Pessoa conta que, ao todo, o processo de criação durou dois anos. “Primeiro, recebi o convite da editora. Só para a produção dos desenhos foram seis meses. Cada foto foi feita isolada, como bonequinhos recortados, diferente dos quadrinhos tradicionais, que trazem a página inteira pronta. Depois vieram a edição, impressão...” Quanto ao convite, o desenhista explica que já havia feito ilustrações em quadrinhos de histórias da série A vida como ela é, de Nelson Rodrigues. A editora conheceu o trabalho do artista e ele foi escolhido para participar da releitura de Machado de Assis. Na época, Flávio ainda morava em Goiânia, mas já pensava em voltar à cidade maravilhosa. “O novo trabalho veio em boa hora.” Mas, segundo ele, os desenhos foram produzidos aqui na Capital.
Imagens
Além de comemorar o centenário de Machado de Assis, o livro ilustrado tem também o objetivo de despertar no público adolescente maior interesse pela literatura clássica brasileira. “Eu mesmo, aos 16 anos, não lia muito Machado, só fui me interessar por sua obra depois de adulto”, relembra. Ele justifica o “desinteresse” jovem por esse tipo de leitura pela dificuldade de entender o autor. Outro agravante para a situação esquecida dos livros que menciona é que, hoje, com a internet por exemplo, os jovens têm uma identidade visual muito forte e os livros não oferecem a quantidade de imagens a que estão acostumados. “Tentamos levar esse mundo cheio de imagens para dentro do livro e também levar o livro para dentro do mundo das imagens”, conjectura Flávio. Para ele, essa obra pode ainda servir como incentivo para retomada do hábito da leitura, que está cada dia menos freqüente. Isso porque as ilustrações servem como um atrativo que os livros antigos não têm.
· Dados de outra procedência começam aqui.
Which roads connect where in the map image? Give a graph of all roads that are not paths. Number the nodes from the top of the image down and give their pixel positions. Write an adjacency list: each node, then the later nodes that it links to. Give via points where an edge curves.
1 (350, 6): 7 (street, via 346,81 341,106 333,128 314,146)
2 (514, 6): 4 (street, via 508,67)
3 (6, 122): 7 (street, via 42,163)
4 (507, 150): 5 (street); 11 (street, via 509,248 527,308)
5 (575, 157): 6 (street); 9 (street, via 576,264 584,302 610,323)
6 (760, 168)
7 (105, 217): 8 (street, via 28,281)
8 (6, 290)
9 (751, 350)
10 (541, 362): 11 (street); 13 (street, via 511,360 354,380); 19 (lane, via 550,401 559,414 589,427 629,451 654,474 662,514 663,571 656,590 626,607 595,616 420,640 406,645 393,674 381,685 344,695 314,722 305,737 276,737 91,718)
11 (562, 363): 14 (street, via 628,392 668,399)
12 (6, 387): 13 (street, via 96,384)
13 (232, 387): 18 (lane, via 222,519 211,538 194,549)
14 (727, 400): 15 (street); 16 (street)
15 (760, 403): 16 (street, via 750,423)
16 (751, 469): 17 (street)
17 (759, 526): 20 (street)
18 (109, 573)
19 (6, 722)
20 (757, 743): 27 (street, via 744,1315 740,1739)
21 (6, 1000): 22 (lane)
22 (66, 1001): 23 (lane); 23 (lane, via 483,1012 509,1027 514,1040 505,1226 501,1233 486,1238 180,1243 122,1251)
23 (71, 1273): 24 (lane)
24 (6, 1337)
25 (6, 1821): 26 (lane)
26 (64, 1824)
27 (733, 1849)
Para o desenhista, o trabalho foi muito satisfatório, pois, além de já conhecer a obra, teve ainda a sorte de “pegar” uma fase realista de Machado de Assis, para ele, a mais intensa do autor.
A história
A Cartomante conta a história de um triângulo amoroso que acontece entre a esposa e o melhor amigo do marido. Paixão, traição e adultério fazem parte da trama, que tem, claro, uma cartomante como personagem-chave da história. O conto foi publicado originalmente em 1884, e esta versão em quadrinhos tenta alcançar a adaptação fiel ao espírito do original da obra. A ilustração é feita sobre fotos do Rio do século XIX, de importantes fotógrafos da época, como Marc Ferrez e Augusto Malta, que levam o leitor às mais belas paisagens da cidade.
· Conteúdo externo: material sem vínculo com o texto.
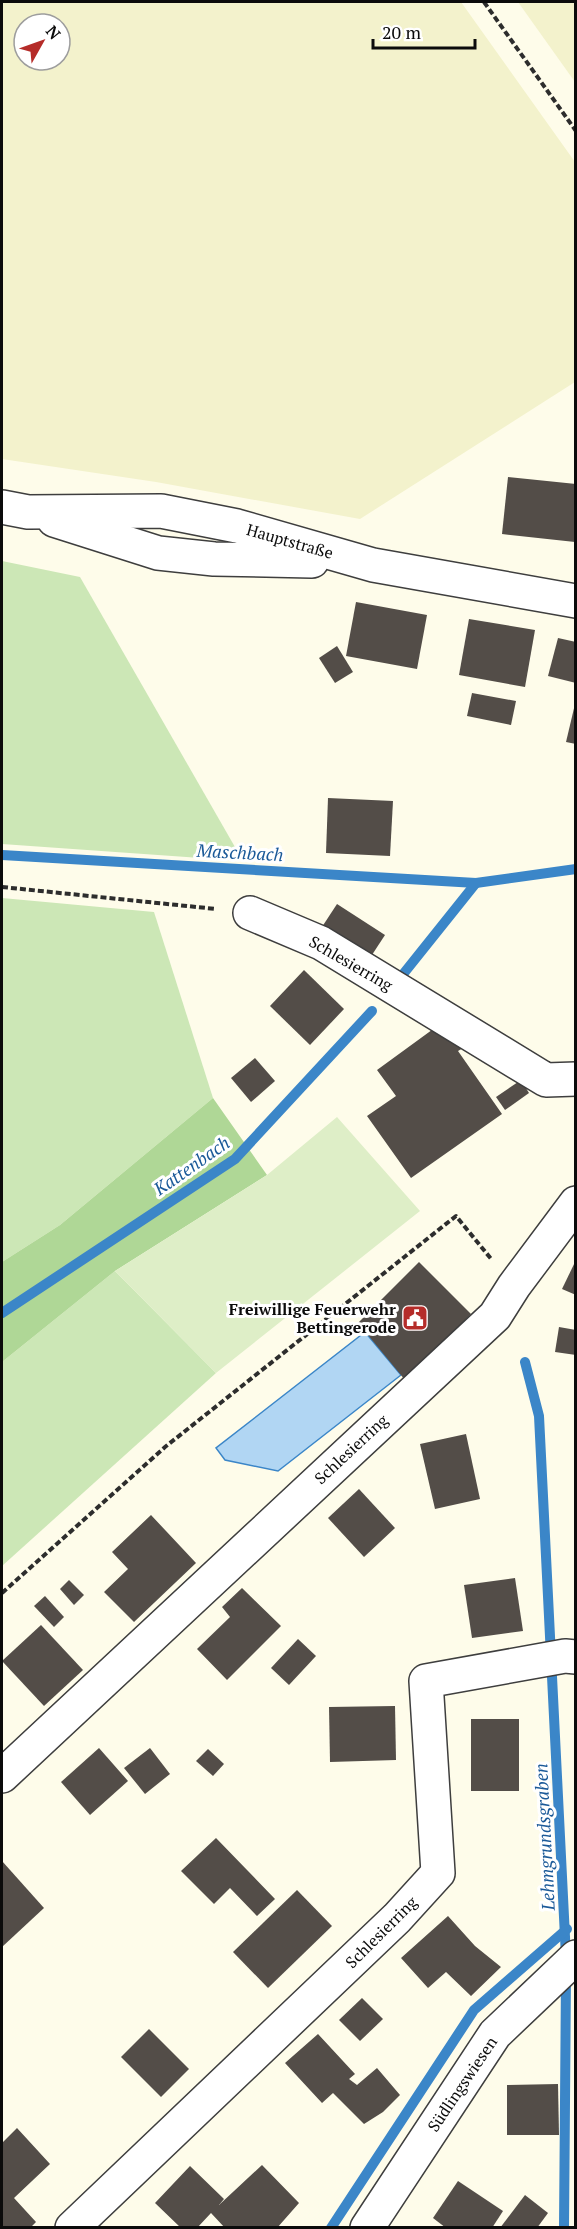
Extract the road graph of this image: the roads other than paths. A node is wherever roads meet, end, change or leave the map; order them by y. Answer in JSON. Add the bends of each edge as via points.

Cada página do livro traz uma fotografia do Rio antigo e nela uma ilustração. Nos desenhos, Flávio usou aquarela e, nos contornos, nanquin (tinta preta). As páginas dão um tom de nostalgia com toque de alegria; misturam o preto e o branco das fotos antigas com as cores utilizadas por Flávio. Segundo ele, o livro tenta refazer o trajeto que Machado de Assis percorreu na cidade. “Ele menciona ruas e casas. Tentamos recriar esses locais com as fotografias.” O tom lúdico fica por conta dos desenhos.
Para ajudar na divulgação, a editora lançou também uma série de cartões-postais com as imagens que compõem o livro.
Flávio Pessoa já tem planos para o futuro: fazer uma retrospectiva da história do Brasil dos anos 50, com ilustrações e quadrinhos dos principais a-contecimentos. “Do suicídio de Getúlio à construção de Brasília; as histórias do samba e da bossa nova e dois momentos marcantes no futebol, a decepção da Copa de 1950 e a conquista do título em 1958”, diz.